As the Father has loved me, so I have loved you; abide in my love. If you keep my commandments, you will abide in my love, just as I have kept my Father’s commandments and abide in his love. I have said these things to you so that my joy may be in you, and that your joy may be complete. “This is my commandment, that you love one another as I have loved you. No one has greater love than this, to lay down one’s life for one’s friends. You are my friends if you do what I command you. I do not call you servants any longer, because the servant does not know what the master is doing; but I have called you friends, because I have made known to you everything that I have heard from my Father. You did not choose me but I chose you. And I appointed you to go and bear fruit, fruit that will last, so that the Father will give you whatever you ask him in my name. I am giving you these commands so that you may love one another.
Reading from Swedenborg
In short, acting in accord with the Lord’s commandments constitutes true worship of Him, indeed constitutes true love and true faith, as may also become clear to anyone who stops to consider the matter. For there is nothing that a person who loves another, and who believes in another, would rather do than to will and to do what that other wills and thinks; his only desire is to know his will and thought, and so what is pleasing to him. It is different in the case of one who has no such love or belief. The situation is similar with love to God, as the Lord also teaches in John, “He who has My commandments and does them, he it is who loves Me. But he who does not love Me does not keep My words” (John 14:21, 24). And elsewhere in the same gospel, “If you keep My commands, you will remain in My love. This is My commandment, that you love one another” (John 15:10, 12).

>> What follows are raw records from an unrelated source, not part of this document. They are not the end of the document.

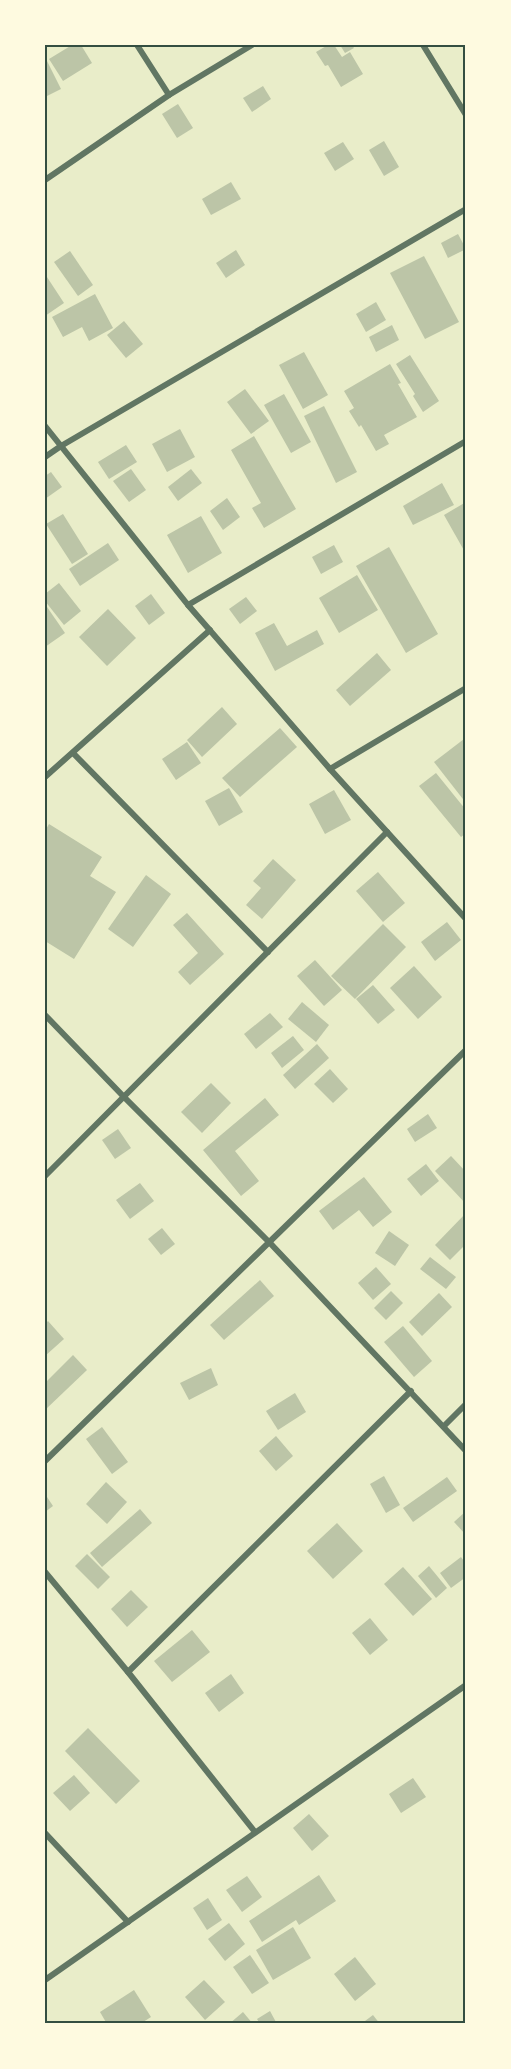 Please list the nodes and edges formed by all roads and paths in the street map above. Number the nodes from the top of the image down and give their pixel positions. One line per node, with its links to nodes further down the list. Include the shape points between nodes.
1 (137, 45): 4 (street)
2 (252, 45): 4 (street)
3 (423, 45): 5 (street)
4 (170, 96): 6 (street)
5 (466, 115)
6 (45, 180)
7 (466, 208): 10 (street)
8 (45, 426): 10 (street)
9 (466, 441): 12 (street)
10 (61, 446): 11 (street); 12 (street)
11 (45, 457)
12 (188, 605): 13 (street)
13 (210, 630): 15 (street); 16 (street)
14 (466, 688): 16 (street)
15 (73, 753): 17 (street); 20 (street)
16 (330, 769): 18 (street)
17 (45, 777)
18 (387, 832): 19 (street); 20 (street)
19 (466, 919)
20 (268, 952): 23 (street)
21 (45, 1014): 23 (street)
22 (466, 1050): 25 (street)
23 (123, 1097): 24 (street); 25 (street)
24 (45, 1176)
25 (270, 1243): 26 (street); 30 (street)
26 (411, 1391): 28 (street); 32 (street)
27 (466, 1404): 28 (street)
28 (444, 1426): 29 (street)
29 (466, 1451)
30 (45, 1461)
31 (45, 1572): 32 (street)
32 (128, 1672): 34 (street)
33 (466, 1685): 34 (street)
34 (255, 1832): 36 (street)
35 (45, 1833): 36 (street)
36 (128, 1922): 37 (street)
37 (45, 1980) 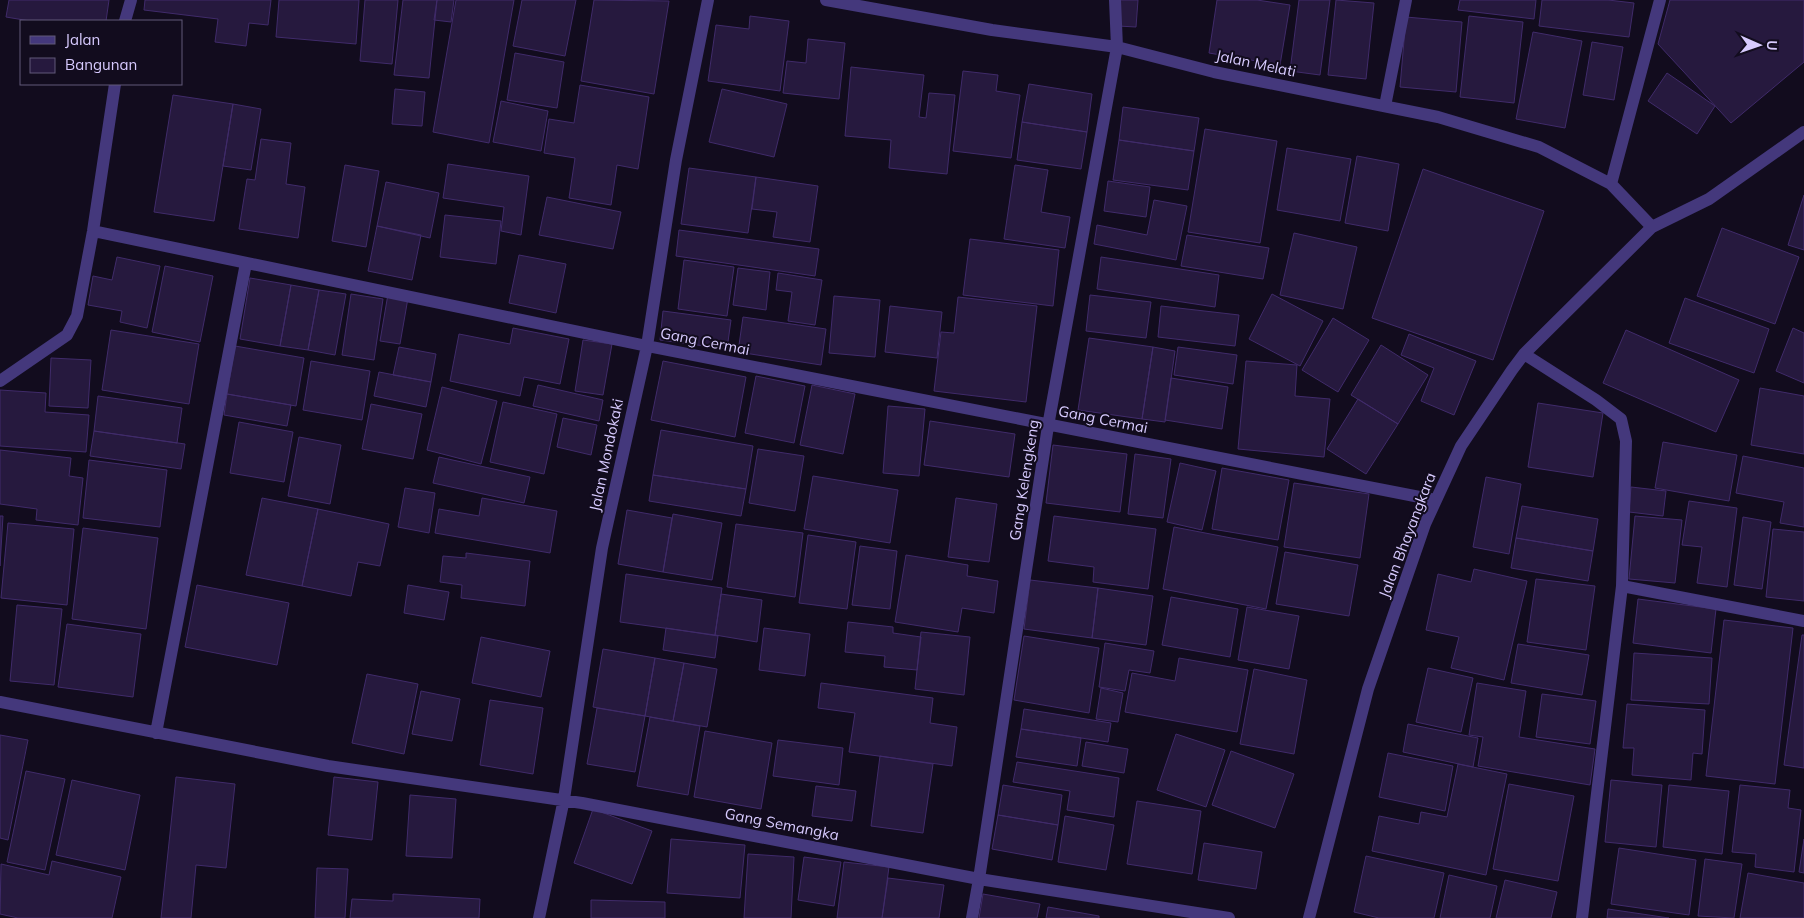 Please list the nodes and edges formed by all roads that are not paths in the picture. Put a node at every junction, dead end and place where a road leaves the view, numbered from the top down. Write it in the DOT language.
graph roads {
  1 [pos="130,0"];
  2 [pos="708,0"];
  3 [pos="826,0"];
  4 [pos="1115,0"];
  5 [pos="1406,0"];
  6 [pos="1660,0"];
  7 [pos="125,20"];
  8 [pos="1117,48"];
  9 [pos="115,85"];
  10 [pos="1385,106"];
  11 [pos="1804,132"];
  12 [pos="1611,184"];
  13 [pos="1652,226"];
  14 [pos="93,231"];
  15 [pos="246,263"];
  16 [pos="647,346"];
  17 [pos="1524,354"];
  18 [pos="0,381"];
  19 [pos="1048,426"];
  20 [pos="1435,500"];
  21 [pos="1622,586"];
  22 [pos="1804,620"];
  23 [pos="0,702"];
  24 [pos="156,733"];
  25 [pos="564,800"];
  26 [pos="980,879"];
  27 [pos="539,918"];
  28 [pos="972,918"];
  29 [pos="1229,918"];
  30 [pos="1309,918"];
  31 [pos="1582,918"];
  1 -- 7 [label="street"];
  2 -- 16 [label="street, Jalan Mondokaki"];
  3 -- 8 [label="street, Jalan Melati"];
  4 -- 8 [label="street, Gang Kelengkeng"];
  5 -- 10 [label="street"];
  6 -- 12 [label="street"];
  8 -- 10 [label="street, Jalan Melati"];
  8 -- 19 [label="street, Gang Kelengkeng"];
  9 -- 14 [label="street"];
  10 -- 12 [label="street, Jalan Melati"];
  11 -- 13 [label="street, Jalan Bhayangkara"];
  12 -- 13 [label="street, Jalan Melati"];
  13 -- 17 [label="street, Jalan Bhayangkara"];
  14 -- 15 [label="street, Gang Cermai"];
  14 -- 18 [label="street"];
  15 -- 16 [label="street, Gang Cermai"];
  15 -- 24 [label="street"];
  16 -- 19 [label="street, Gang Cermai"];
  16 -- 25 [label="street, Jalan Mondokaki"];
  17 -- 20 [label="street, Jalan Bhayangkara"];
  17 -- 21 [label="street"];
  19 -- 20 [label="street, Gang Cermai"];
  19 -- 26 [label="street, Gang Kelengkeng"];
  20 -- 30 [label="street, Jalan Bhayangkara"];
  21 -- 22 [label="street"];
  21 -- 31 [label="street"];
  23 -- 24 [label="street, Gang Semangka"];
  24 -- 25 [label="street, Gang Semangka"];
  25 -- 26 [label="street, Gang Semangka"];
  25 -- 27 [label="street, Jalan Mondokaki"];
  26 -- 28 [label="street, Gang Kelengkeng"];
  26 -- 29 [label="street, Gang Semangka"];
}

(Arcana Coelestia 10143.5)
A young man named Gordon was with his parents, and they were taking refreshments in the bar at a train station when they heard a whistle. They rushed out of the bar onto the platform, only to discover that they had just missed the train.
“The next train is in one hour,” intoned the stationmaster. The three went back into the bar. The parents had another drink; Gordon had a Coke. Again they heard a whistle, rushed out, and discovered the train pulling away.
“Next one is sixty minutes from now,” grunted the stationmaster.
An hour later, Gordon, with his mum and dad, raced out onto the platform, and his parents leaped onto the train as it pulled away. The boy was left standing on the platform and began to laugh uproariously.
“Your parents just left you,” said the stationmaster. “Why are you laughing?”
The boy smiled. “They only came to see me off.” It seems funny that a couple might run after a train that was never theirs, but I would submit to you we run after trains that are not ours all the time. Not only are we captured in the “busyness” of the world, but we, in our churches and in our lives, may never know the difference between the train meant for us and the train meant for another. We live in a world of millions of trains going here and there—ideas, emotions, actions—all of them prepared to take us someplace. When Swedenborg lived, most of the information in the world could fit into the Sunday edition of the New York Times. Today, information is expanding exponentially. It’s not a bad thing, but it does require us to know who we are and where we are going at a level that we as a church and a people have never been called to before.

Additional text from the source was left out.